Collected data entries
--- START ---

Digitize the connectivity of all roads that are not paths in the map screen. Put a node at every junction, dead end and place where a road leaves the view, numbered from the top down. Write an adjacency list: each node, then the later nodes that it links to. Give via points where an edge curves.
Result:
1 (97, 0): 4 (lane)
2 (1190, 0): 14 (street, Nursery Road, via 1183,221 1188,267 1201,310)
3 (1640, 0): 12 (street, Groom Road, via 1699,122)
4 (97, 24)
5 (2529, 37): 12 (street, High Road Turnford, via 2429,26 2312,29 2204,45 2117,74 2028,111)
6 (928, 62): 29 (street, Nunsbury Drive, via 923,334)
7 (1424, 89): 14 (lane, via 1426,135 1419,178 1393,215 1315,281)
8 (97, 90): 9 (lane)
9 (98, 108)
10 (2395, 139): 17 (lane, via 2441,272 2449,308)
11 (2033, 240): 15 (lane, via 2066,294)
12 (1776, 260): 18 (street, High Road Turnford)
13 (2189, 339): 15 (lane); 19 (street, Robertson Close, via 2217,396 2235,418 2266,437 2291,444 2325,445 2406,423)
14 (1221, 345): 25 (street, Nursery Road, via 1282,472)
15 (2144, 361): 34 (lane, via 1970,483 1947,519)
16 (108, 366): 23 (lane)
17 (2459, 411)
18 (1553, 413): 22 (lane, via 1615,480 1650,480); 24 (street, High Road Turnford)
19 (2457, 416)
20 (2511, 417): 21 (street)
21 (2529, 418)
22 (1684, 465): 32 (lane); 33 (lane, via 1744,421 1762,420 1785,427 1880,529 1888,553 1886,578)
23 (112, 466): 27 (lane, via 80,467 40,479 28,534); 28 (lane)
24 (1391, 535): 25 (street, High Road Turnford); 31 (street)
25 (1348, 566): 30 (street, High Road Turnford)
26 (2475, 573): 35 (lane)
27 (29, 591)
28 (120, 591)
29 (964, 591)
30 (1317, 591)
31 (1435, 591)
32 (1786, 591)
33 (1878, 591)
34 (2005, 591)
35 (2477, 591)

--- END ---
--- START ---

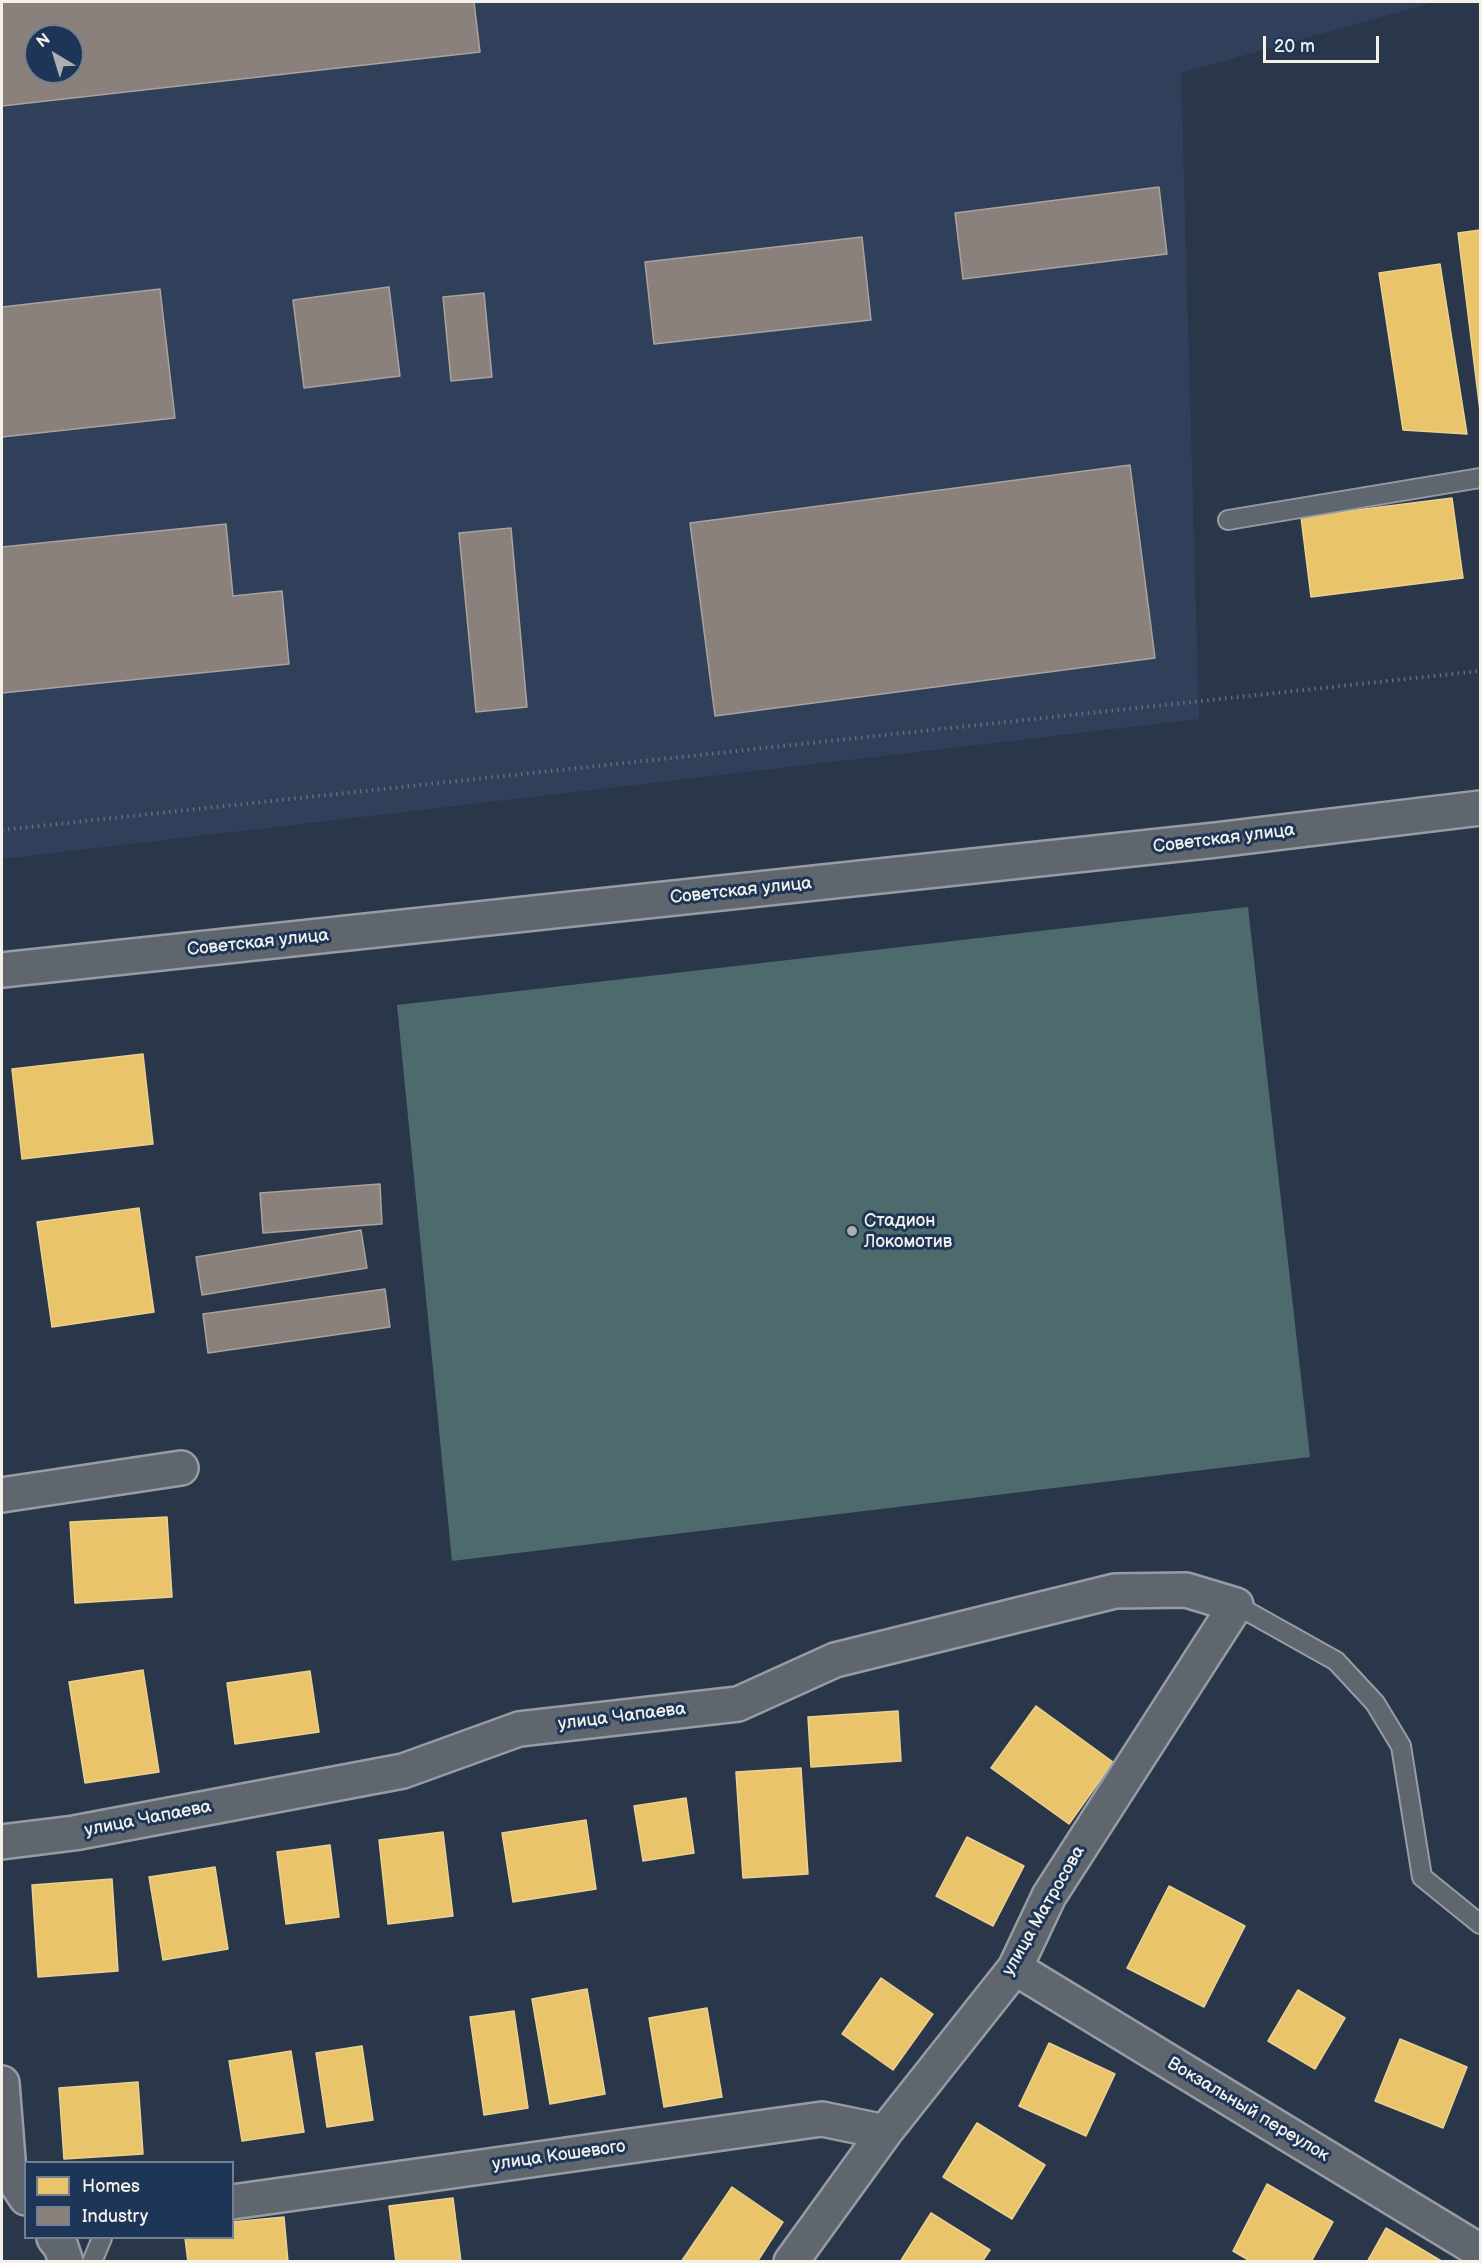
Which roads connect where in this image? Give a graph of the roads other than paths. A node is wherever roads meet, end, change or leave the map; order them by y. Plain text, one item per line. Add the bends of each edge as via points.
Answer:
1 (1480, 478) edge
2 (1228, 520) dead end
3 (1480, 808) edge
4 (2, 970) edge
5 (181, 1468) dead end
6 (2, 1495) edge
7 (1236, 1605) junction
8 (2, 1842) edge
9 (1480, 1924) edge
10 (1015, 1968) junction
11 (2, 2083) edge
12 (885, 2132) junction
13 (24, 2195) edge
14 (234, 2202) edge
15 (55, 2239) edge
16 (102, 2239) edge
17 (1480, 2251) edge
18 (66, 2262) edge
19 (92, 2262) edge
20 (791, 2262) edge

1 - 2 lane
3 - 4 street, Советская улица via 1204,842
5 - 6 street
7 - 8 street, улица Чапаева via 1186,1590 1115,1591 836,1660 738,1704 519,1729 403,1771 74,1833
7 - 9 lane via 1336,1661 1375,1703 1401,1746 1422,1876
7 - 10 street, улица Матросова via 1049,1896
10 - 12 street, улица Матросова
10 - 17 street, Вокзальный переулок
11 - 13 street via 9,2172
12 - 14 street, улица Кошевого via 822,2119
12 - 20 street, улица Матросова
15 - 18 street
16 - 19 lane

--- END ---

Exercise instructions
A count is needed of the lines in this data that contain "each"; give the number and no other text.

Result
2